US Elections: Obama Upbeat As Campaign Enters Final Hours
Barack Obama voices Democratic confidence saying the party has a 'righteous wind at our back'
Barack Obama entered the final hours of the longest and most expensive election campaign in American history in an upbeat mood today, voicing Democratic confidence when he said the party has a "righteous wind at our back".
Obama's campaign team predicted he would break the traditional pattern of US politics to take long-established Republican states. The RealClearPolitics average put Obama on 50% to rival John McCain's 43%, a lead that, if replicated in Tuesday's election, would produce a landslide.
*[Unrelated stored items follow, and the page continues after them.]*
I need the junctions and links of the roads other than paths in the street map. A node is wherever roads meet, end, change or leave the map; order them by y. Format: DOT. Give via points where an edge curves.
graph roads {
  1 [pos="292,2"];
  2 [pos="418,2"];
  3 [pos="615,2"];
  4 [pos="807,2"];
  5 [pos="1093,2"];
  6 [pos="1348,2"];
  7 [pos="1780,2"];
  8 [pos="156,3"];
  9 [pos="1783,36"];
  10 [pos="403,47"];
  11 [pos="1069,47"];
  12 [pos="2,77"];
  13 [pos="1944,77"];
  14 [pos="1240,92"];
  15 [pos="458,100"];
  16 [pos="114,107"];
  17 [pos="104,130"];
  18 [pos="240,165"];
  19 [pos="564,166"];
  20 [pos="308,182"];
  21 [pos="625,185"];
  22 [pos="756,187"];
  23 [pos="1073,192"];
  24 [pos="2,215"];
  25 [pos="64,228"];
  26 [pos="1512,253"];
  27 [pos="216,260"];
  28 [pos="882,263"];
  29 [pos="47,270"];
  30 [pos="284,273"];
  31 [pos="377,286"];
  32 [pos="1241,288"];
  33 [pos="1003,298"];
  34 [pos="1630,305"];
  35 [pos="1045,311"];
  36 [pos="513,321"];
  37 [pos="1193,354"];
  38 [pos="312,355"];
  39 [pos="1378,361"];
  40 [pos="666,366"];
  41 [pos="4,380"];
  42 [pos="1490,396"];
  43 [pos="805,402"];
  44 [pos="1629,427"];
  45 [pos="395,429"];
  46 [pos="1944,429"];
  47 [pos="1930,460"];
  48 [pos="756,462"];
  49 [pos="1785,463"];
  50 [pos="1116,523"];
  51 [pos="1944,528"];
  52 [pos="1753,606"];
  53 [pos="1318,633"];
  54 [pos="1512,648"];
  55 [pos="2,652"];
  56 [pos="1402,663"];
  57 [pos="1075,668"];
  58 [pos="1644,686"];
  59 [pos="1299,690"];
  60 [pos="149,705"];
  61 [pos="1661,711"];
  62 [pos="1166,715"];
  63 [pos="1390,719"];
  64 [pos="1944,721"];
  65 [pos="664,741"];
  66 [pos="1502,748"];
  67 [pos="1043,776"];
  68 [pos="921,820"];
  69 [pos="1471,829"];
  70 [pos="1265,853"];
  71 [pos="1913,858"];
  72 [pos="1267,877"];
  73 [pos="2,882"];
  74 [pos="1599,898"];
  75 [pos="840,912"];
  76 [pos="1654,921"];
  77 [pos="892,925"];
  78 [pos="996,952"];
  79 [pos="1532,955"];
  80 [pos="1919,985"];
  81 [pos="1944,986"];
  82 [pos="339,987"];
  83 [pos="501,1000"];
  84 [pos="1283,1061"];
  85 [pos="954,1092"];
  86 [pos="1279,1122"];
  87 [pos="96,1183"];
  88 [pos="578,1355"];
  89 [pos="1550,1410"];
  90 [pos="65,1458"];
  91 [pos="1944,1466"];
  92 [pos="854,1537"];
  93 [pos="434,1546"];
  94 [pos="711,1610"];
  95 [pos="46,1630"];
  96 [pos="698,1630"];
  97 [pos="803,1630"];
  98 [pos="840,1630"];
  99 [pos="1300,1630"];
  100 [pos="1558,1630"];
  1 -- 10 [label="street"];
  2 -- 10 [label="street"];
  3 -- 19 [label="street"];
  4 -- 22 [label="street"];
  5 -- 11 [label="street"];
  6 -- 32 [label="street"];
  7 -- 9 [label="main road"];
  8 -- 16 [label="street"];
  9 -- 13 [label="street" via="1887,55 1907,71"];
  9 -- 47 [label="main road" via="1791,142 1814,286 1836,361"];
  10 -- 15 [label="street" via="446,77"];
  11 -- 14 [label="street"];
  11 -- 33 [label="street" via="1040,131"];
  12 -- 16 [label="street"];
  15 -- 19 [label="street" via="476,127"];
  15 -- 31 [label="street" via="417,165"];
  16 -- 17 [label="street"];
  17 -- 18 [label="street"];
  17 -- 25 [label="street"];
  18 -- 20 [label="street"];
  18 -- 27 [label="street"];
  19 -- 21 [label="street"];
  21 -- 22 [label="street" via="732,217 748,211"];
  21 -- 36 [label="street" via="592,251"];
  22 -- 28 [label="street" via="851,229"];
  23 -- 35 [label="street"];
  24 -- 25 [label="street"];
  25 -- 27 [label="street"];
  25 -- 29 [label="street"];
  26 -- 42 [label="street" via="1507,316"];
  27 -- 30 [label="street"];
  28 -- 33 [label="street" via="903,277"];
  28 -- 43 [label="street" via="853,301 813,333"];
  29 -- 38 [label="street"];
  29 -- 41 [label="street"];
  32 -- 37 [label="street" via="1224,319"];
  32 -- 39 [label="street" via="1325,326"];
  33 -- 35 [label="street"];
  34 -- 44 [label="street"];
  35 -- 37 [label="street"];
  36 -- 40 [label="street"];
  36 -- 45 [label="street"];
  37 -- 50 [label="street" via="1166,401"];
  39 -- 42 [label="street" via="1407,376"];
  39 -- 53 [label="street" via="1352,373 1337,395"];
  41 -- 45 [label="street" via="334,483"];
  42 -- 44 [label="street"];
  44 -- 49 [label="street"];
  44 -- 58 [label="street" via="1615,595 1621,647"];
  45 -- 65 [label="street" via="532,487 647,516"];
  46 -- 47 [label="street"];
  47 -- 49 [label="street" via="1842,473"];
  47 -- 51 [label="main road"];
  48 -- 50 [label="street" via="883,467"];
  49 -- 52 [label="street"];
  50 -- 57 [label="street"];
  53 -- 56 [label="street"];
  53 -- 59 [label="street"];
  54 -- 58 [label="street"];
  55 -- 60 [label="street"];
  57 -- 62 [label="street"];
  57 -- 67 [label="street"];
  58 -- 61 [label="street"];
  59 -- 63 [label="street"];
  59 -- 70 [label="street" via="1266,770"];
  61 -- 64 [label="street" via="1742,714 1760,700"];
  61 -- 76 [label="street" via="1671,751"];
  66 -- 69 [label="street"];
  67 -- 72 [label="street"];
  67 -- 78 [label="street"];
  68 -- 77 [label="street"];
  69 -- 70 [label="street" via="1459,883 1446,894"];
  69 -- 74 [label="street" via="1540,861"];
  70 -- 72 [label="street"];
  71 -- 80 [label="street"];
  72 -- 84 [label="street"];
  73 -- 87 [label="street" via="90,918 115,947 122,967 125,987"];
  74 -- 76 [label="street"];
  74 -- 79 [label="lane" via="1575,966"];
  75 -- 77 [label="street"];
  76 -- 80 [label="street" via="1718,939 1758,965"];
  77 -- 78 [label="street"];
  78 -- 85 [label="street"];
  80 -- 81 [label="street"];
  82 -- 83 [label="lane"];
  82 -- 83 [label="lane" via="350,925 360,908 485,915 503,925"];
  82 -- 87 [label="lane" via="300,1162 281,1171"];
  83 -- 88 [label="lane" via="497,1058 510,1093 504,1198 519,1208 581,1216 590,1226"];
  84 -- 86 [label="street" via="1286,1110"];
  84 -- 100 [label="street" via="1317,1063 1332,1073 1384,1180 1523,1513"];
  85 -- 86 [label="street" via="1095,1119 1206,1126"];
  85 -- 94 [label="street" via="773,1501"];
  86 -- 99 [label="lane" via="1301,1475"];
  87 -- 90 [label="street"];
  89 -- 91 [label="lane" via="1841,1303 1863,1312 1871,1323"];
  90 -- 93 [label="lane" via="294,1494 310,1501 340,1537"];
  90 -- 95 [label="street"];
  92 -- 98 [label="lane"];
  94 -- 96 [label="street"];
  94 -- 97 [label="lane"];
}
The McCain camp came out in force too today to argue that the Republican was still in contention, and that it would be a mistake to write him off. "What we are in for is a slam bang finish," McCain's campaign manager, Rick Davis, predicted.
Nearly two years after it began, the closing 72 hours of the epic battle between Obama and McCain saw both camps making an exhaustive effort to win over the diminishing camp of undecided voters, and get the faithful to the polls.
In a last blitz of battleground states, Obama returned to the promise of a new kind of politics that has defined his campaign.
"If you give me your vote on Tuesday, we won't just win this election ? together, we will change this country and change the world," Obama said in the Democrats' national radio address.
After defeat in the 2000 and 2004 elections, the Democrats, buoyed by polls numbers, were increasingly prepared to abandon the nervous hesitation about voicing in public their hopes that they were finally on the verge of victory. The Democratic senator Chuck Schumer told CBS television: "Wednesday morning Dems are going to be very happy."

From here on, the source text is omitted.